Nach den Feststellungen hat der Angeklagte in den Fällen II 3 und 8 Alexandra K. Kokain als Entgelt für die Ausübung des Geschlechtsverkehrs übergeben. Daher erfüllt sein Verhalten jeweils den Tatbestand des unerlaubten Handeltreibens mit Betäubungsmitteln nach § 29 Abs. 1 Nr. 1 BtMG (vgl. BGH NJW 1980, 1344; NStZ 1982, 519; Körner BtMG 4. Aufl. § 29 Rdn. 209 m.w.N.); der unerlaubte Besitz von Betäubungsmitteln nach § 29 Abs. 1 Nr. 3 BtMG tritt hier insoweit als Auffangtatbestand zurück (vgl. Körner a.a.O. Rdn. 854, 855 m.w.N.). Tateinheitlich damit hat sich der Angeklagte jeweils der Förderung sexueller Handlungen einer Minderjährigen - im Fall II 8 in zwei tateinheitlichen Fällen - nach § 180 Abs. 2 StGB und des unerlaubten Überlassens von Betäubungsmitteln zum unmittelbaren Verbrauch an eine Minderjährige gemäß § 29 a Abs. 1 Nr. 1 BtMG schuldig gemacht.

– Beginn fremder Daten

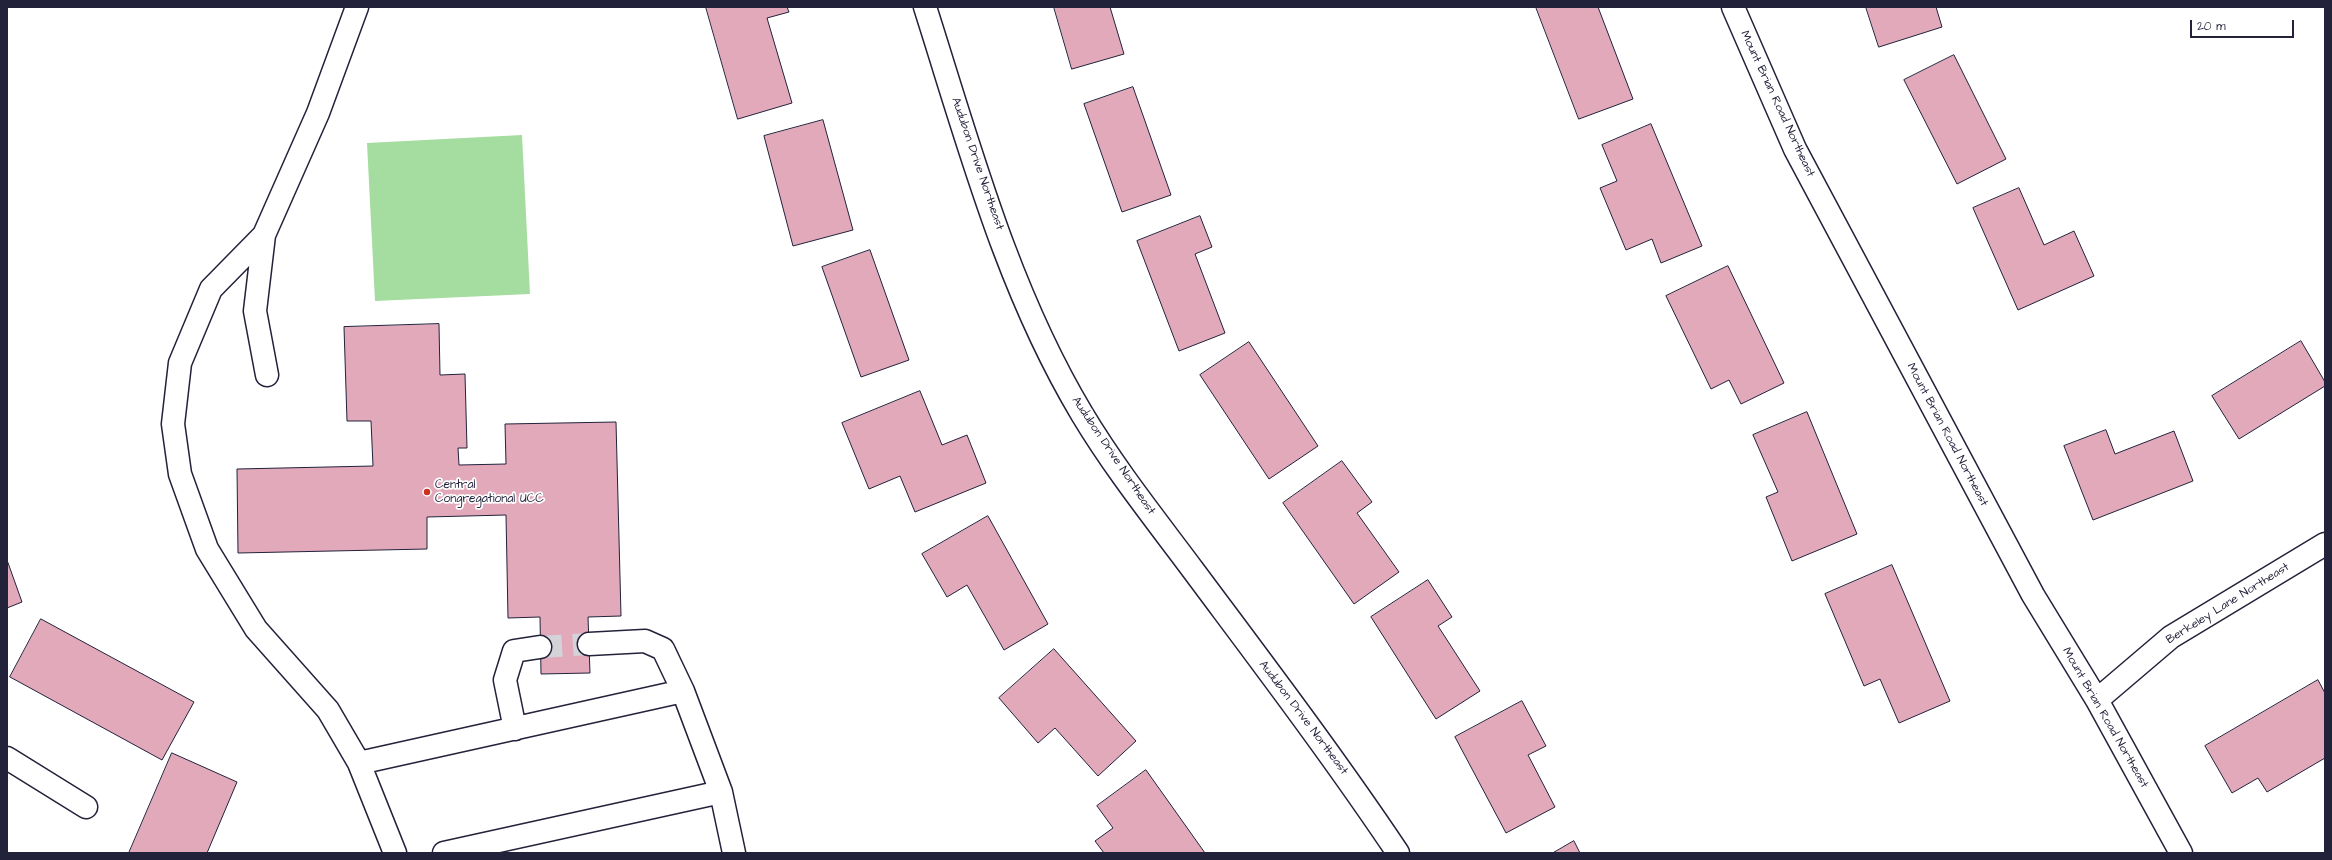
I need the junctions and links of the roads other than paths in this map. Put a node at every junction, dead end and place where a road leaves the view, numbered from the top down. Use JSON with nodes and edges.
{"nodes":[{"id":1,"x":357,"y":7,"type":"edge"},
{"id":2,"x":925,"y":7,"type":"edge"},
{"id":3,"x":1733,"y":7,"type":"edge"},
{"id":4,"x":264,"y":235,"type":"junction"},
{"id":5,"x":267,"y":375,"type":"dead end"},
{"id":6,"x":2325,"y":544,"type":"edge"},
{"id":7,"x":589,"y":644,"type":"tunnel mouth"},
{"id":8,"x":540,"y":647,"type":"tunnel mouth"},
{"id":9,"x":682,"y":691,"type":"junction"},
{"id":10,"x":2097,"y":700,"type":"junction"},
{"id":11,"x":515,"y":729,"type":"junction"},
{"id":12,"x":7,"y":758,"type":"edge"},
{"id":13,"x":359,"y":763,"type":"junction"},
{"id":14,"x":721,"y":792,"type":"junction"},
{"id":15,"x":86,"y":807,"type":"dead end"},
{"id":16,"x":395,"y":853,"type":"edge"},
{"id":17,"x":444,"y":853,"type":"edge"},
{"id":18,"x":734,"y":853,"type":"edge"},
{"id":19,"x":1398,"y":853,"type":"edge"},
{"id":20,"x":2181,"y":853,"type":"edge"}],
"edges":[{"from":1,"to":4,"type":"street"},
{"from":2,"to":19,"type":"street","name":"Audubon Drive Northeast"},
{"from":3,"to":10,"type":"street","name":"Mount Brian Road Northeast"},
{"from":4,"to":5,"type":"street"},
{"from":4,"to":13,"type":"street"},
{"from":6,"to":10,"type":"street","name":"Berkeley Lane Northeast"},
{"from":7,"to":9,"type":"street"},
{"from":8,"to":11,"type":"street"},
{"from":9,"to":11,"type":"street"},
{"from":9,"to":14,"type":"street"},
{"from":10,"to":20,"type":"street","name":"Mount Brian Road Northeast"},
{"from":11,"to":13,"type":"street"},
{"from":12,"to":15,"type":"street"},
{"from":13,"to":16,"type":"street"},
{"from":14,"to":17,"type":"street"},
{"from":14,"to":18,"type":"street"}]}
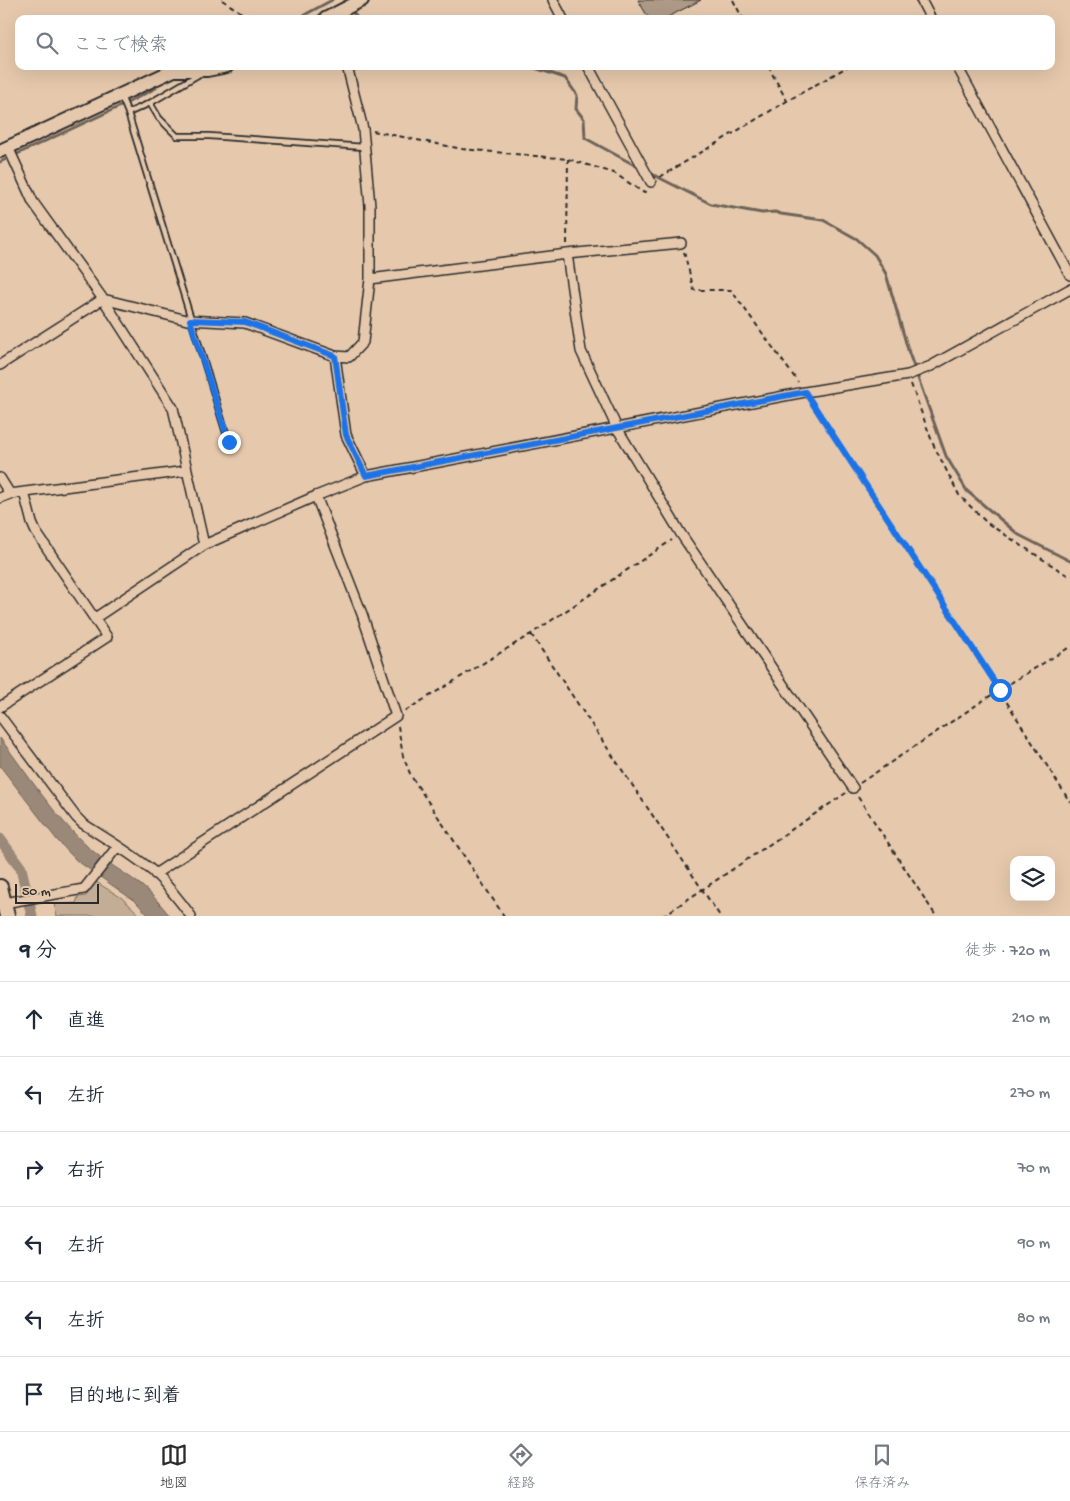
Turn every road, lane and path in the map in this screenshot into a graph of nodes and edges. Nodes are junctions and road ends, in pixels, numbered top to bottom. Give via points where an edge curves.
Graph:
1 (222, 0) edge
2 (362, 0) edge
3 (553, 0) edge
4 (733, 0) edge
5 (921, 0) edge
6 (246, 15) edge
7 (336, 15) edge
8 (561, 15) edge
9 (741, 15) edge
10 (929, 15) edge
11 (207, 70) joint
12 (349, 70) edge
13 (590, 70) edge
14 (770, 70) edge
15 (842, 70) edge
16 (959, 70) edge
17 (121, 96) junction
18 (787, 101) junction
19 (150, 103) junction
20 (128, 112) junction
21 (363, 128) junction
22 (366, 148) junction
23 (6, 149) edge
24 (568, 159) junction
25 (649, 178) junction
26 (681, 243) joint
27 (567, 254) junction
28 (1070, 275) edge
29 (370, 279) junction
30 (1070, 289) edge
31 (103, 299) junction
32 (190, 320) junction
33 (335, 356) junction
34 (0, 366) edge
35 (908, 375) junction
36 (805, 392) junction
37 (617, 428) junction
38 (229, 442) dead end
39 (186, 471) junction
40 (366, 476) junction
41 (0, 478) edge
42 (24, 492) junction
43 (10, 494) junction
44 (316, 496) junction
45 (0, 498) edge
46 (681, 534) junction
47 (204, 546) junction
48 (1070, 577) edge
49 (95, 618) junction
50 (531, 634) junction
51 (1070, 647) edge
52 (1000, 690) junction
53 (0, 707) edge
54 (0, 716) edge
55 (396, 716) junction
56 (853, 788) junction
57 (1070, 802) edge
58 (117, 847) junction
59 (155, 874) junction
60 (0, 886) edge
61 (703, 891) junction
62 (9, 906) edge
63 (191, 916) edge
64 (504, 916) edge
65 (663, 916) edge
66 (720, 916) edge
67 (936, 916) edge

1 - 6 path
2 - 7 main road
3 - 8 street
4 - 9 path
5 - 10 street
11 - 17 main road via 174,70
11 - 19 lane
12 - 21 street
13 - 25 street
14 - 18 path
15 - 18 path
16 - 28 street
17 - 20 lane
17 - 23 main road
18 - 25 path
19 - 20 lane
19 - 22 lane via 159,118 177,136
20 - 32 lane
21 - 22 street
21 - 24 path via 462,148
22 - 29 street
23 - 31 street via 34,202
24 - 25 path via 614,173 644,193
24 - 27 path
26 - 27 street
26 - 36 path via 694,290 732,290
27 - 29 street
27 - 37 street via 581,351
29 - 33 street via 363,342 349,357
30 - 35 street via 931,366
31 - 32 street
31 - 34 street
31 - 39 street via 173,408
32 - 33 street via 245,322
32 - 38 lane
33 - 40 street via 346,435
35 - 36 street
35 - 48 path via 933,444 959,494 987,523
36 - 37 street
36 - 52 path
37 - 40 street
37 - 46 street
39 - 42 street
39 - 47 street
40 - 44 street
41 - 43 street
42 - 43 street
42 - 49 street via 34,528
43 - 45 street
44 - 47 street
44 - 55 street via 362,614
46 - 50 path
46 - 56 street
47 - 49 street
49 - 53 street via 107,637
50 - 55 path
50 - 61 path
51 - 52 path
52 - 56 path
52 - 57 path
54 - 58 street via 76,817
55 - 59 street
55 - 64 path via 403,756 412,776
56 - 61 path
56 - 67 path
58 - 59 street
58 - 62 street via 84,890 39,896
59 - 63 street
60 - 62 main road
61 - 65 path
61 - 66 path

Entgegen der vom Generalbundesanwalt in seiner Antragsschrift vom 20. April 1996 unter Berufung auf Körner (a.a.O. § 29 a Rdn. 10) vertretenen Ansicht ist § 29 a Abs. 1 Nr. 1 BtMG auch dann erfüllt, wenn das Überlassen des Rauschgiftes entgeltlich erfolgte (so auch Joachimski BtMG 6. Aufl. § 29 a Rdn. 3). Der Grund für die Einführung dieses Verbrechenstatbestandes mit einem Höchstmaß von 15 Jahren Freiheitsstrafe durch das Gesetz zur Bekämpfung der Organisierten Kriminalität vom 15. Juli 1992 (BGBl I 1302) war die Erkenntnis, daß die unerlaubte Abgabe von Betäubungsmitteln an Minderjährige ein besonderes Unrecht beinhaltet, das nachdrücklicherer Ahndung als durch die bereits vorhandenen Strafvorschriften bedarf. Mit der Neufassung sollte auch Art. 3 Abs. 5 Buchstabe e) des Übereinkommens der Vereinten Nationen gegen den unerlaubten Verkehr mit Suchtstoffen und psychotropen Stoffen vom 20. Dezember 1988 entsprochen werden, wonach der Umstand, daß Minderjährige in Mitleidenschaft gezogen oder benutzt werden, als besonders schwerwiegender Umstand bei der Bewertung der Straftaten anzusehen ist (vgl. Gesetzentwurf der Bundesregierung BT-Drucks. 12/989 S. 55). Die besondere Schutzwürdigkeit der Minderjährigen besteht aber gleichermaßen bei entgeltlicher und unentgeltlicher Abgabe von Betäubungsmitteln. Es wäre zudem ein ungereimtes und nicht hinnehmbares Ergebnis, wenn die uneigennützige Abgabe den Verbrechenstatbestand des § 29 a BtMG erfüllen, die entgeltliche Abgabe aber nur ein Vergehen nach § 29 BtMG darstellen würde.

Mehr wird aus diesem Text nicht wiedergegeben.